THE prime minister was absolutely right when he observed the other day that parliament was the best forum for government-opposition interaction. Implicit in his remark was an invitation to the opposition to use parliament for any dialogue. But the government’s responsibility to render unto parliament what is due to it cannot be affected by the opposition’s efforts to deepen its grave by ignoring parliament. The government’s responsibility to secure sanction for its actions by getting them stamped by parliament cannot be ignored under any circumstances.
The government must not be complacent about the fact that the laws it has been making in the form of ordinances, violating established conventions while bypassing parliament, will be treated as tainted or substandard legislation. And it is impossible to gloss over the fact that some of these laws have brought disgrace to the statute books by providing for inhuman, cruel and degrading punishments, such as chemical castration. Such laws betray a streak of sadism in the lawmakers’ mindset that cannot be permitted in any civilised society.
It is not impossible that in the current phase of preference for a vengeful dispensation parliament might not be able to block laws derogatory to human dignity, but the people might also become aware of the opposite point of view as well as the means of undoing the excesses committed by lawmakers. When a measure goes through the parliamentary procedures we get a record of adequacy or otherwise of the consultative process. Such record tells us, for instance, that while adopting the bill for adding section 295 C to the Penal Code, the National Assembly did not take into account the suggestion of the standing committee to study the practice adopted in such cases by other Muslim states.
What is meant by recalling instances is to show that when a measure is passed through parliamentary processes it is possible to safeguard against miscarriage of a law to an extent impossible in the system of making laws through executive fiat.
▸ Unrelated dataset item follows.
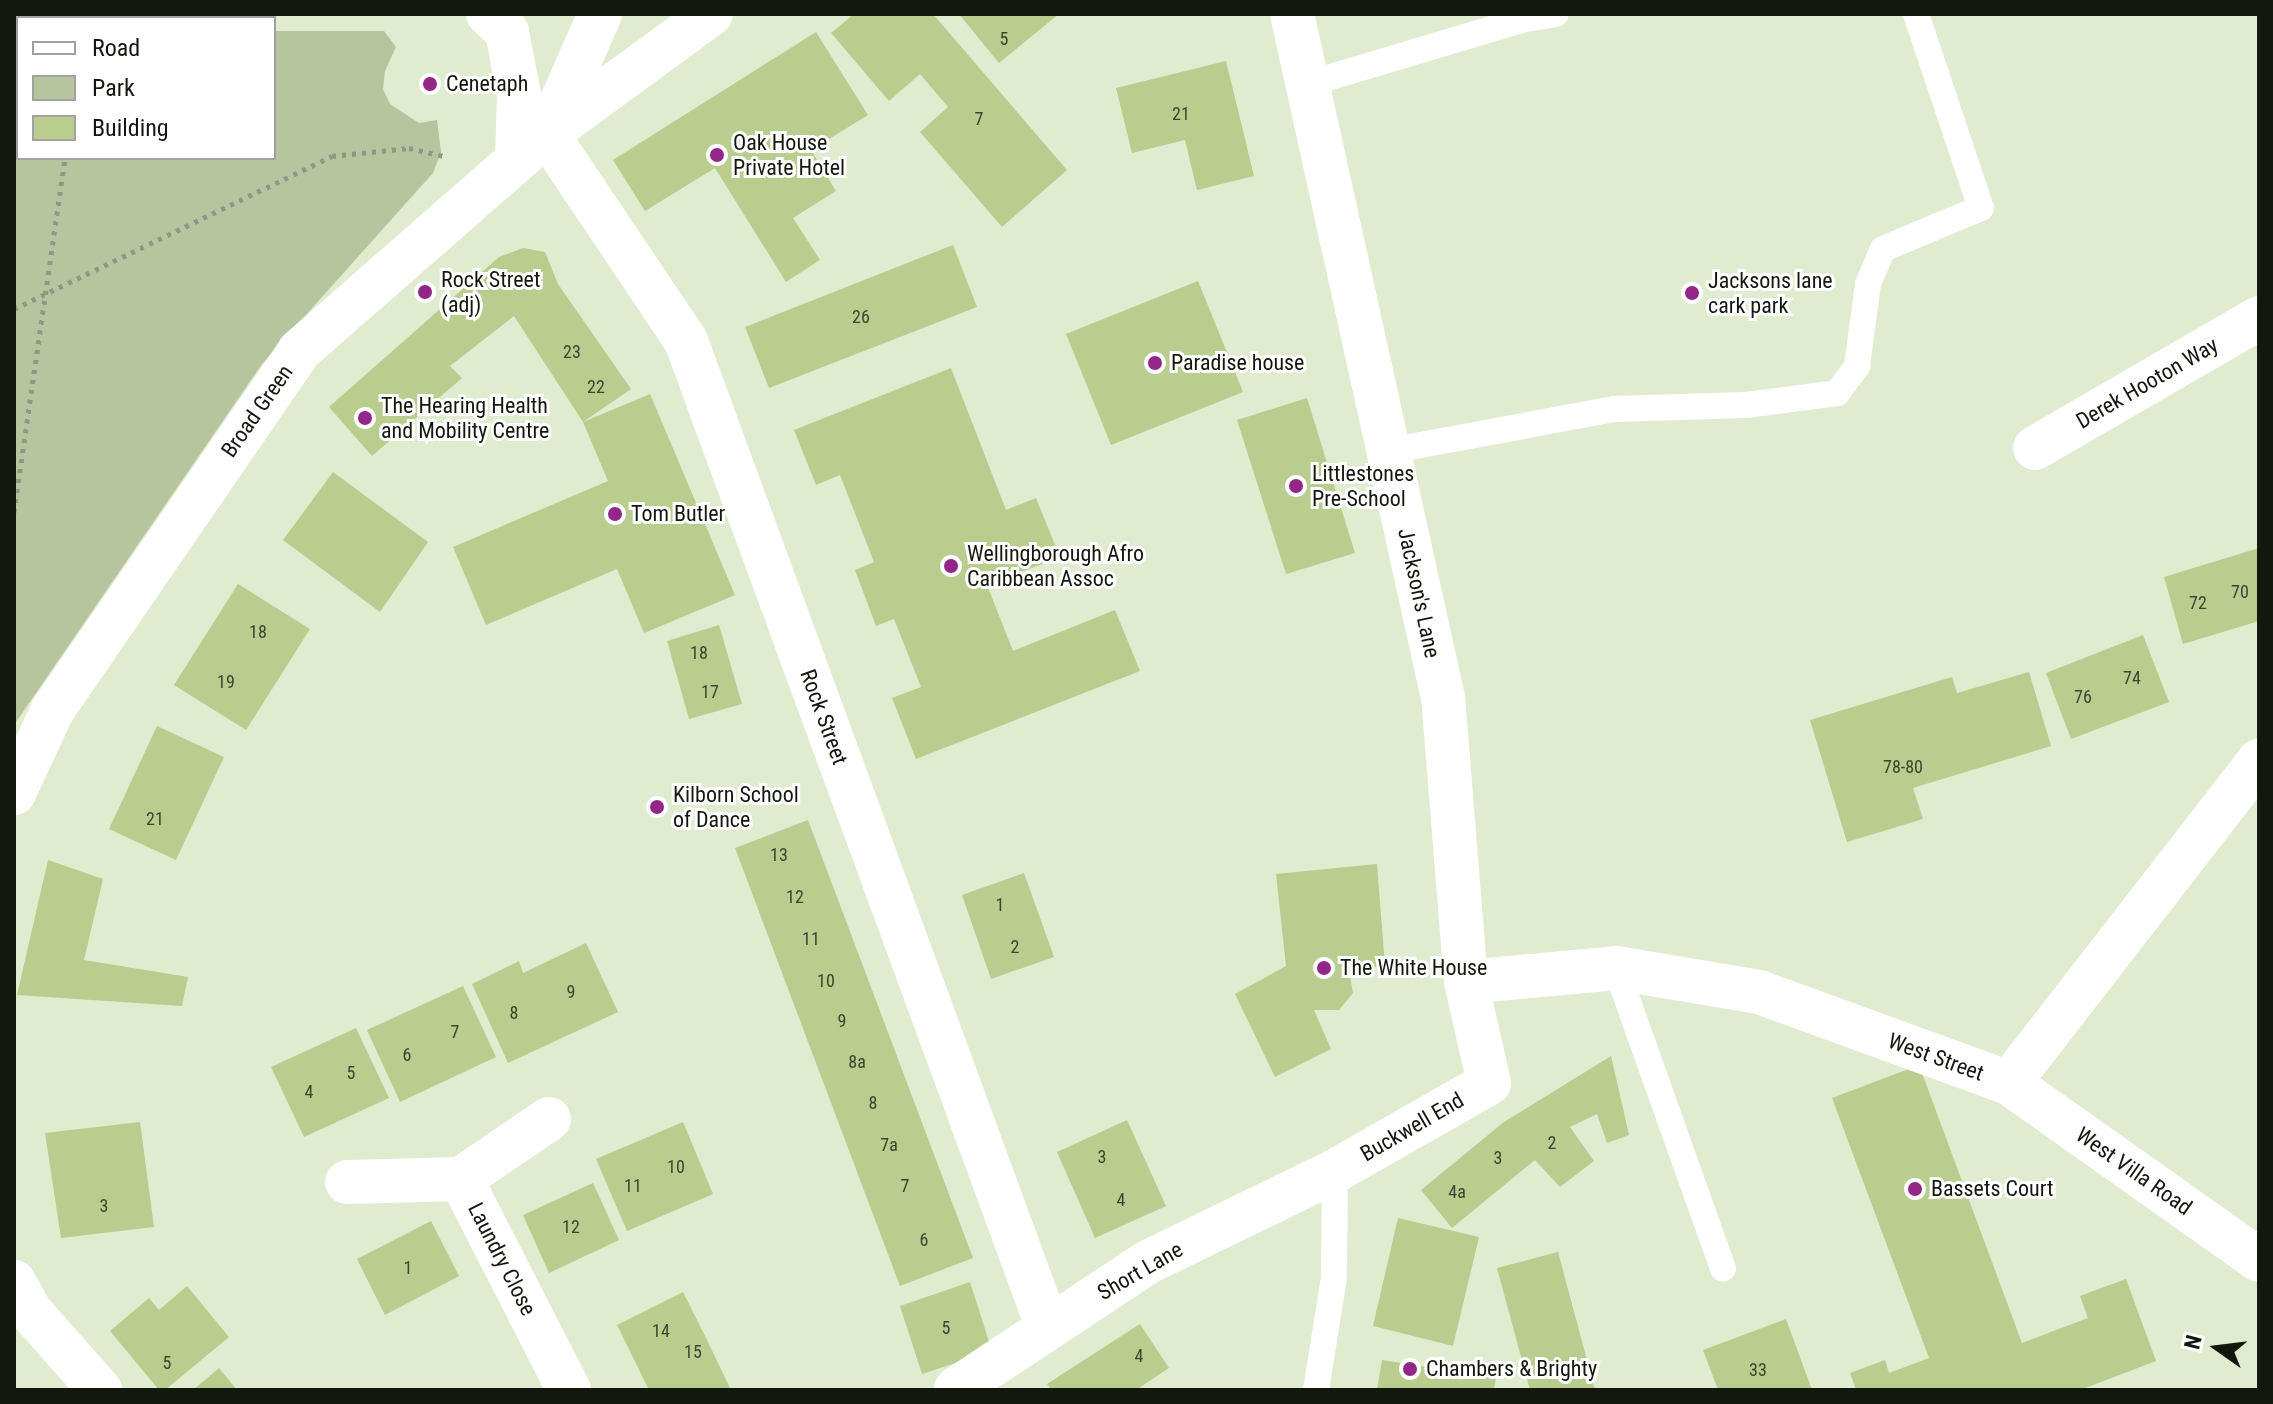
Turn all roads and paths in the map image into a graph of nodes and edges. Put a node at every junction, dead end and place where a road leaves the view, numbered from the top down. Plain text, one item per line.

Further, measures adopted through parliamentary procedures attract the attention of the public at large and citizens can exercise their right to participate in the making of laws, policies and decisions and thus enjoy becoming part of governance mechanisms. Such experiences are among the more appropriate means of ensuring a healthy relationship, including concurrence and dissent both, between the individual and the state.
Apart from the need for parliament’s approval of all laws and policies no concept of a parliamentary democracy — that Pakistan professes to be — can be considered complete and wholesome without accepting the principle of parliamentary oversight in all matters. Besides, parliamentary debates are the only means of offering the people unadulterated information about the direction of the government’s efforts. It can thus be said in a nutshell that parliamentary debates inform and educate the citizens in the art of representative government and make for democratic management of public affairs.
Regular functioning of parliament provides the people opportunities for judging the merit of their elected representatives and their success, or otherwise, to project their electors’ aspirations and concerns.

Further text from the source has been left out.